Start of Provided entries

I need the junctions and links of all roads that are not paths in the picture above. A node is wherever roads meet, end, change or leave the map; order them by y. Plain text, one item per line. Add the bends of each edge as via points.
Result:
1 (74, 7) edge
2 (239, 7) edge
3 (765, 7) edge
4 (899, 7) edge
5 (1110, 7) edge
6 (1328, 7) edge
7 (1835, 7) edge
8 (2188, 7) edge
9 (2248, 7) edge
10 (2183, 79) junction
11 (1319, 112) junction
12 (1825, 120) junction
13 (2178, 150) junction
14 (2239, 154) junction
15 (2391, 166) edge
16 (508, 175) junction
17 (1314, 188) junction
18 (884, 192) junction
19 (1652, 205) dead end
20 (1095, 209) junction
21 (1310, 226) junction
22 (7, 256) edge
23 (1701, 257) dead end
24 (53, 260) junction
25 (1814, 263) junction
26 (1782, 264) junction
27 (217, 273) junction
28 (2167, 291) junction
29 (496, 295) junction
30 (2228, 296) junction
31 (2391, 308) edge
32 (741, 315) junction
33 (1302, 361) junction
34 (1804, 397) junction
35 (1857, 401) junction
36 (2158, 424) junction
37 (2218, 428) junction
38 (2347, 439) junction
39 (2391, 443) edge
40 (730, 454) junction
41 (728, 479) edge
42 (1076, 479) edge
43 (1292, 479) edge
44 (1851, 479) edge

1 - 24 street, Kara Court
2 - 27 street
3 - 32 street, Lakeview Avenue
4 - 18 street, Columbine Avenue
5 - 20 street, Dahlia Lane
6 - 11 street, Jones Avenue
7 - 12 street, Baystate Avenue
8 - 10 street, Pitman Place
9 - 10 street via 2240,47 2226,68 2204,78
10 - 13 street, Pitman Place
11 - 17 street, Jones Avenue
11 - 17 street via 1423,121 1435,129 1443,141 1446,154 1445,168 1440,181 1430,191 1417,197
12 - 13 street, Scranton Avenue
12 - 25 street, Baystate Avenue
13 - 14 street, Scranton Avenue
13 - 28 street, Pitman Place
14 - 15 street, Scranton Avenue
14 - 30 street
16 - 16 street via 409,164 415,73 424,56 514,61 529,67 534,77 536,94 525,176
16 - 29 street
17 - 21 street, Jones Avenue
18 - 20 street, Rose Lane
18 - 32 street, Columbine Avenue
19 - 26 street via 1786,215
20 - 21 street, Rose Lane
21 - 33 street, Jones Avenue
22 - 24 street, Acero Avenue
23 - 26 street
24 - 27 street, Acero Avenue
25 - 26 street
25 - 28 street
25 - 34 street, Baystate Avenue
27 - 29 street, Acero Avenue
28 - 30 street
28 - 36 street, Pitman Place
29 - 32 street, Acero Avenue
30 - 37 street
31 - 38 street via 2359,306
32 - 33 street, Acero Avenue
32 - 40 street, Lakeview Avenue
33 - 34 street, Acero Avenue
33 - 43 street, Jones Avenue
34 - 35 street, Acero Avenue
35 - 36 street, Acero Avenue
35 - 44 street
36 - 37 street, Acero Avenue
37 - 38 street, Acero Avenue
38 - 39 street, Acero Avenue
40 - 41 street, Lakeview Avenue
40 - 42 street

End of Provided entries

## [Requirement]
Search the data above for the string "Jones" and report each line that holds it.

## [Reply]
6 - 11 street, Jones Avenue
11 - 17 street, Jones Avenue
17 - 21 street, Jones Avenue
21 - 33 street, Jones Avenue
33 - 43 street, Jones Avenue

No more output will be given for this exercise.